Bemethyl has also been shown to prevent permanent hearing loss and facilitate recovery of hearing after mine-explosion trauma, when treatment is initiated immediately after injury.

=== Anti-mutagenic ===
In one study, bemethyl was shown to prevent the mutagenic effect of white asbestos in mice and in cultured human whole blood.

A study using mice showed bemethyl to reduce mutation induced by certain mutagenic drugs.

Another study using cells from human donors showed Bemethyl to be anticlastogenic (able to minimize chromosome breakages).

===Anti-asthenic===

A study using mice established that both single and continuous dosing of bemethyl increases work capacity and accelerates rehabilitation after exhaustive exertion.

==Pharmacology==

=== Pharmacodynamics ===
The mechanistic underpinnings of bemethyl's effects are not well understood, but some evidence implicate alterations in protein synthesis and glucose metabolism, in addition to antioxidant activity, as relevant mechanisms of action.

===Pharmacokinetics===
Bemethyl resists metabolization and is long-lived, accumulating in tissues over course of treatment.
In one study involving rats, long-term administration of Bemethyl was accompanied by a 1.38-fold increase in drug concentration in the brain, and a 1.68-fold increase in its concentration in skeletal muscles.

==History==

Bemethyl was developed in the 1970s by the Department of Pharmacology of the St. Petersburg State Military Medical Academy under the direction of Professor Vasily Mikhailovich Vinogradov. Professor Vinogradov and his research team earned the USSR State Prize for this accomplishment.

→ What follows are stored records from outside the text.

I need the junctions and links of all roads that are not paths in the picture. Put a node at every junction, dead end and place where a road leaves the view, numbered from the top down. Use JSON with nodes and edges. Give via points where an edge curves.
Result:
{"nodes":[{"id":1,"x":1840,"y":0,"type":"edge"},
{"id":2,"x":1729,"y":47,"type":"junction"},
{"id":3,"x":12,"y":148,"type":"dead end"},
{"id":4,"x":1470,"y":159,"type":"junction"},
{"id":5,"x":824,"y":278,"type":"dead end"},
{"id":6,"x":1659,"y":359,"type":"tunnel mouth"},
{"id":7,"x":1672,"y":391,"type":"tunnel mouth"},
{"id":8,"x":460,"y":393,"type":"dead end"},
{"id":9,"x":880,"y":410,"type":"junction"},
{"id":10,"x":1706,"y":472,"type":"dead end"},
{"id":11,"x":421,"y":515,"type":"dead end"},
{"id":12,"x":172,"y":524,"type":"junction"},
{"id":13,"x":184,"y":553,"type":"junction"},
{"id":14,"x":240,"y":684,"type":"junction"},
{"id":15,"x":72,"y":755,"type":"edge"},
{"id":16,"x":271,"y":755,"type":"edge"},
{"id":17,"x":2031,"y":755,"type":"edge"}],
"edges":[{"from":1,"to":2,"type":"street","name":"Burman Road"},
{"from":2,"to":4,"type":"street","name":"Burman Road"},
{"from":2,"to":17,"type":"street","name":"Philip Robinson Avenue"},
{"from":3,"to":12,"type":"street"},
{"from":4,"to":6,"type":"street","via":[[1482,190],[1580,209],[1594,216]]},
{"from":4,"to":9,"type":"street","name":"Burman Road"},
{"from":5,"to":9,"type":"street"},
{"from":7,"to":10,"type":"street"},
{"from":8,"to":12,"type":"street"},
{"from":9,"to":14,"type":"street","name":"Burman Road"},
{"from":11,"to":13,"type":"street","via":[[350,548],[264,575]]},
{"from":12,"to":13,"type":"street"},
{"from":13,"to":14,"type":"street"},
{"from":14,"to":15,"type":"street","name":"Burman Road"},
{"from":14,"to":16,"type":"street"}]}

First used with Soviet cosmonauts, bemethyl was also used to prepare athletes of the USSR national team for the Moscow 1980 Olympic Games. In the 1990s, bemethyl saw use as a basic medicinal agent in many of the corps of the Soviet and Russian armies, including Soviet troops in Afghanistan, as bemethyl facilitated increased endurance for soldiers over long marches, as well as an enhanced work capacity and stability to hypoxia and high temperatures. Bemethyl was also used to enhance the physical and mental capacities of workers deployed in the wake of the 1986 Chernobyl disaster.

==Legal==

In 2018, bemethyl was added to the Monitoring Program of the World Anti-Doping Agency.

As of 2021 it remains in the Monitoring Program,

and therefore is not on the Prohibited List; presently only being monitored to potentially detect patterns of misuse in sport.
The WADA Monitoring Program is also recognized by the U.S. Anti-Doping Agency,
 as bemethyl continues not to be a "banned substance" in sports.